At first blush, the two companies have little in common. But new data suggests their respective business models may both be set to benefit from trends in online spending.
Calgary’s Poynt, which until last October was known as Multiplied Media, is the creator of the wildly successful eponymous app. The company says the GPS enabled mobile app attracted 8.5 million unique users between June 2009 and June 2010, a 165% increase over the previous year. Poynt management says the app’s “popularity is being driven by its convenient and timesaving ability to connect consumers to their surrounding area.” Poynt has, at various times, been at or near the top of both Apple’s App Store and Blackberry’s App World, and was even prominently featured in a recent BlackBerry ad.
Intertainment Media’s Ortsbo, which was released just last year, is software that translates, in real time, more than fifty different languages across a dozen social media platforms. In late July, Intertainment released numbers on Ortsbo’s first year performance which showed that more than 71 million unique users from over 170 countries and territories had used the product.

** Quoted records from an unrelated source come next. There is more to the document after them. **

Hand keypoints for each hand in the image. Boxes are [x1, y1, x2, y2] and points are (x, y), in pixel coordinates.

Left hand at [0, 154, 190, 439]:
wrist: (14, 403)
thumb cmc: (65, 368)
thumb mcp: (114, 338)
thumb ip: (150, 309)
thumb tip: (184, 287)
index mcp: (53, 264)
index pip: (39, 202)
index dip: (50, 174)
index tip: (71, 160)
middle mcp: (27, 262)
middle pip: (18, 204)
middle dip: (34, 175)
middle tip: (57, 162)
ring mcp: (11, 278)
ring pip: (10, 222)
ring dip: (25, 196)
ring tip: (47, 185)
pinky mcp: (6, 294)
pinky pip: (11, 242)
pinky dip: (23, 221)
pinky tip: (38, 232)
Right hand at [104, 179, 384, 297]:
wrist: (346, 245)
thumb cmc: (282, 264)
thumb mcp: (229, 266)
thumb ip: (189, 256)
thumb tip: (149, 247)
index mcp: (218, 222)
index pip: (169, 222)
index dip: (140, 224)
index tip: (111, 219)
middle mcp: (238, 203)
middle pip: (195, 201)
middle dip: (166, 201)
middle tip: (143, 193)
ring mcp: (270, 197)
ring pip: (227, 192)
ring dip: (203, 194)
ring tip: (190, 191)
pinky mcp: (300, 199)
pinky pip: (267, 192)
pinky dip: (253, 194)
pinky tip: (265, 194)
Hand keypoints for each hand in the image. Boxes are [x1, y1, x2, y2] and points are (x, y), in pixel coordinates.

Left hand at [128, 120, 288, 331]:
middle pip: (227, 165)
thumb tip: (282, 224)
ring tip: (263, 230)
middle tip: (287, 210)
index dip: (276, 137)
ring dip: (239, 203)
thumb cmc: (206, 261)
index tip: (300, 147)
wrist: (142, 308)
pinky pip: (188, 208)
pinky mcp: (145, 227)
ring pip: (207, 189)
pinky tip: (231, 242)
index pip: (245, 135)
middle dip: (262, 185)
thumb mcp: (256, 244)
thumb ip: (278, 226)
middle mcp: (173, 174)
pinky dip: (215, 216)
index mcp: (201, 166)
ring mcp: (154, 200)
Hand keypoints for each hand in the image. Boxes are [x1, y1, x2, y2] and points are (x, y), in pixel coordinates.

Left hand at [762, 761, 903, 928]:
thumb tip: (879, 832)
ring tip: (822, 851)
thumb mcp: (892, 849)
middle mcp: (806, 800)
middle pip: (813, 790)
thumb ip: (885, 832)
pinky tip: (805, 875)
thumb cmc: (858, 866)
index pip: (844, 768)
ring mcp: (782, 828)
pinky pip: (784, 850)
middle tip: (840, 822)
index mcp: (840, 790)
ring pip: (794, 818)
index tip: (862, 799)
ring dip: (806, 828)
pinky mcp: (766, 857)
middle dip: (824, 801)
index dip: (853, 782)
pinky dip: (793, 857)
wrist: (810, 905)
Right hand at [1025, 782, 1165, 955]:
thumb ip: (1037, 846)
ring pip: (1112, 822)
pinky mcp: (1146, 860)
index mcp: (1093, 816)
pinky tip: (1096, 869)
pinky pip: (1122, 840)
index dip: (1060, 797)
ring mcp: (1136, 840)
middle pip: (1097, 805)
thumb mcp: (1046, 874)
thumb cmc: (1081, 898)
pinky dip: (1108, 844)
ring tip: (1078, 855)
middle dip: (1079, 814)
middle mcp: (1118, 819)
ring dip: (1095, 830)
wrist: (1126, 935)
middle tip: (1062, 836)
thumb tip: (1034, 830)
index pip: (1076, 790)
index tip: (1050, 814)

The numbers on both Ortsbo and Poynt are staggering. But can the companies turn the millions of eyeballs into millions of dollars? A quick look at the books of both suggests the companies are so far, having little success. In fiscal 2010, Poynt lost $8.49 million on revenues of just $927, 000. The company’s recently reported Q2 showed a promising increase in top line, as revenue was up to $573,399, but Poynt still posted a $3.7 million loss. Intertainment’s numbers were slightly better, but the company still lost $5,25 million on revenue that was a shade under $4.4 million. This number was more than double 2009’s topline number of $1.97 million.

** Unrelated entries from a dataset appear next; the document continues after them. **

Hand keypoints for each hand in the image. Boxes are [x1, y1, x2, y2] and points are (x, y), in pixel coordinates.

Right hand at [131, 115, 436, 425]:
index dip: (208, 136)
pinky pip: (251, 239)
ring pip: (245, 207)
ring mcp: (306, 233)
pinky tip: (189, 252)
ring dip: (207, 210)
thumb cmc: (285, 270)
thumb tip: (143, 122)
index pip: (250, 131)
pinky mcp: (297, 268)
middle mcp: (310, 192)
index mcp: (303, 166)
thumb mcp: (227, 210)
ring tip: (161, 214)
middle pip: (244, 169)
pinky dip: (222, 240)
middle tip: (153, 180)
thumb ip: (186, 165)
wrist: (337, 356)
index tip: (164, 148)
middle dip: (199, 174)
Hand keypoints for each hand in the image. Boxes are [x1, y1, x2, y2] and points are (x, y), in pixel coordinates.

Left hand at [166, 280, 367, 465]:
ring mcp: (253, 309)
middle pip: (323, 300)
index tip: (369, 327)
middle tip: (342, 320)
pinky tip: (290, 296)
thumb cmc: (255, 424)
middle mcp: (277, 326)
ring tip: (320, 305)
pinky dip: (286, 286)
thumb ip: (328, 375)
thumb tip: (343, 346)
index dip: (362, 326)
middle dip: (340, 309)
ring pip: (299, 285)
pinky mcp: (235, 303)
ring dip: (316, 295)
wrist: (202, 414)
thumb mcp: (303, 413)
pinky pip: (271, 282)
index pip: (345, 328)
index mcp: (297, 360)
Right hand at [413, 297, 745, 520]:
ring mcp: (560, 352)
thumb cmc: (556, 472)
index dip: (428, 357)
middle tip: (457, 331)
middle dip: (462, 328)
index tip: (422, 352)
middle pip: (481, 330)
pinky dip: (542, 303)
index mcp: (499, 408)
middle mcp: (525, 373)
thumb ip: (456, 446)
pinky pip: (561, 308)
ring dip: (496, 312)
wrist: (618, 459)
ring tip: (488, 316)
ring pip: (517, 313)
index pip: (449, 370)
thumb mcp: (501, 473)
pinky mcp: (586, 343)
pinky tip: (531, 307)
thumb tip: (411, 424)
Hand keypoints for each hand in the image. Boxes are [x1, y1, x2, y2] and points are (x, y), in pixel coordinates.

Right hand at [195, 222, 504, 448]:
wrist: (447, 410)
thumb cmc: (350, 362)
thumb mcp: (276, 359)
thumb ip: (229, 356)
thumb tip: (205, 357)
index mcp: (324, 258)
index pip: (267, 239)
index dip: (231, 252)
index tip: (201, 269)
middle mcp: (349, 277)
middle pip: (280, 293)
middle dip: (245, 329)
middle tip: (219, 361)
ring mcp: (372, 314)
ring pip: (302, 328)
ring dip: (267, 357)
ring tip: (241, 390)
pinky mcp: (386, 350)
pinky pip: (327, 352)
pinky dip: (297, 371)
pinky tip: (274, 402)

But is this trajectory just par for the course in the online game? After all, even Groupon, the fastest company ever to reach a billion in revenue lost more than $100 million in the first half of 2011. And Groupon’s biggest competitor, LivingSocial, is probably “losing money hand over fist right now” speculates the Wall Street Journal. Nonethleless, the paper goes on to estimate that a LivingSocial IPO could value the company at between $10 billion to $15 billion.
Clearly, both Poynt and Intertainment Media are winning the land grab game for eyeballs in their respective niches. But now that they have built it, will the dollars come? Andrew Osis, talking to Cantech Letter recently, said Poynt’s engagement with the user is unusually sticky, and that he believes the platform is especially great for “call to action” kind of advertisements. ” And talking to Cantech Letter in February, Intertainment Media CEO David Lucatch says that he actually sees two paths to monetization for Orstbo in both advertising and through licensing fees.

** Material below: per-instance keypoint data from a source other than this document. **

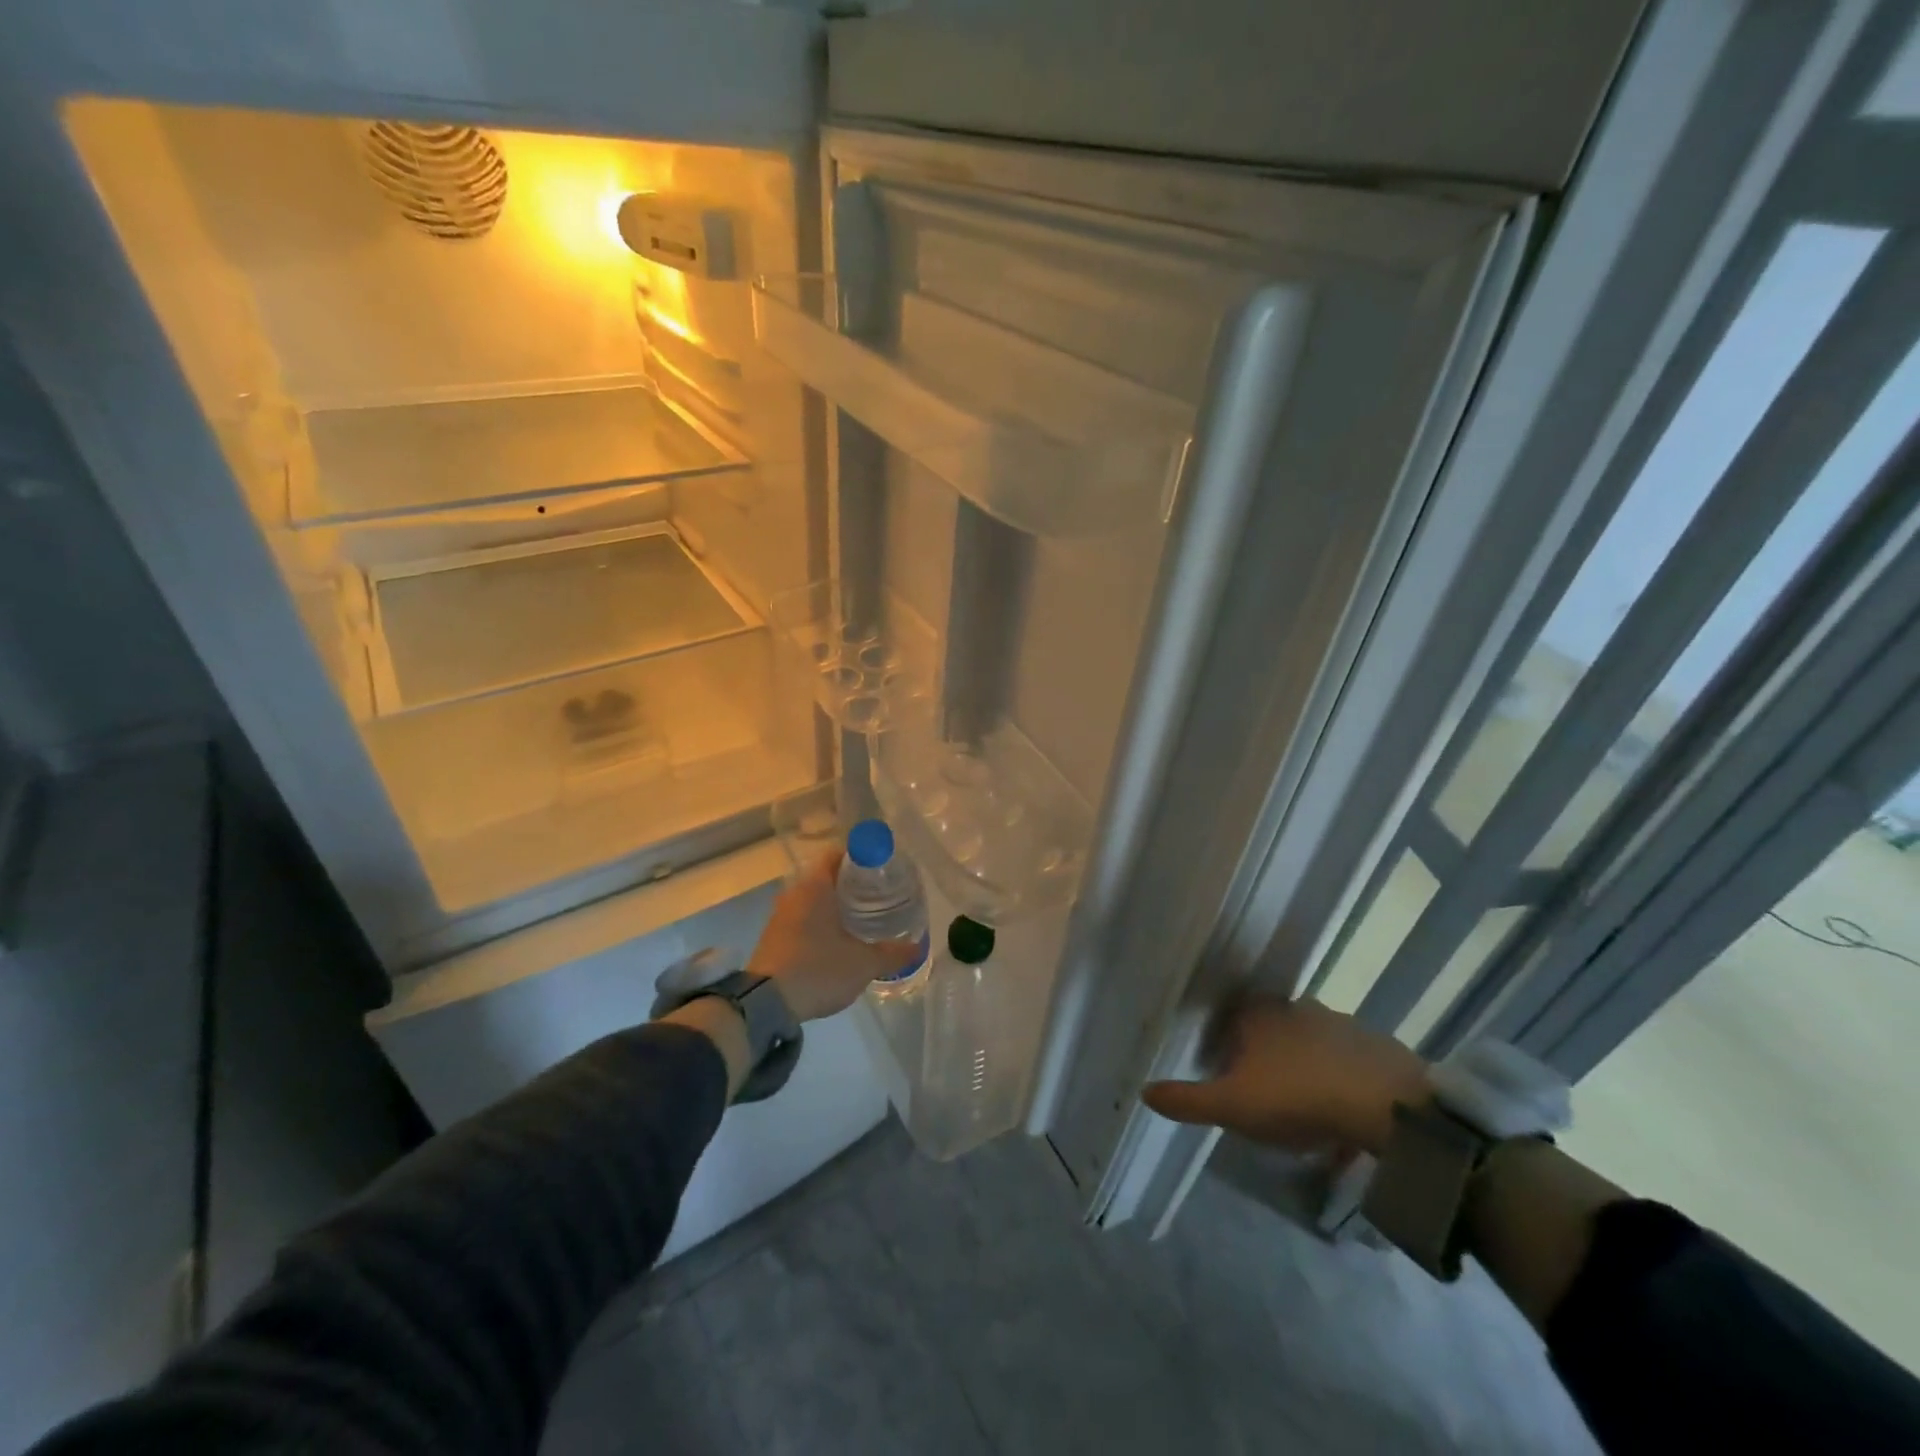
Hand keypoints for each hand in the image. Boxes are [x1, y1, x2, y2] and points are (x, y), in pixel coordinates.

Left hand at [747, 850, 923, 1021]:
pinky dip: (821, 923)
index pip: (838, 855)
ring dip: (835, 906)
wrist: (765, 1004)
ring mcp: (780, 916)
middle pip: (827, 877)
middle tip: (879, 895)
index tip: (882, 870)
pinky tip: (838, 940)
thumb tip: (916, 947)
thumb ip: (892, 953)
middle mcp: (795, 893)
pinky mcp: (773, 937)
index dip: (861, 859)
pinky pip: (802, 919)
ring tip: (863, 918)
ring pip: (813, 900)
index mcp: (815, 886)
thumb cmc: (817, 969)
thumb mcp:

New numbers on the size and scope of the online ad spending business are showing a space that is beginning to hit its stride, so much so that a pencil with a good eraser has become a near necessity for industry analysts. New York based market research firm eMarketer says online ad spending will grow 20% this year, to $31.3 billion. The growth forecast is nearly double what it had estimated just last December.
If we’re to believe one expert, shareholders of both companies should hold on because the ride may just be getting interesting. Miles Nadal, CEO of the world’s eighth-largest ad agency, MDC Partners, says a major shift is about to happen in online advertising.
“Eyeballs will translate into ad dollars,” says Nadal “Consumers consume 25 percent of their media online. But, there’s only 12 percent of all ad dollars online. If ad dollars meet eyeballs you’ll have a $50 billion increase in ad spending.”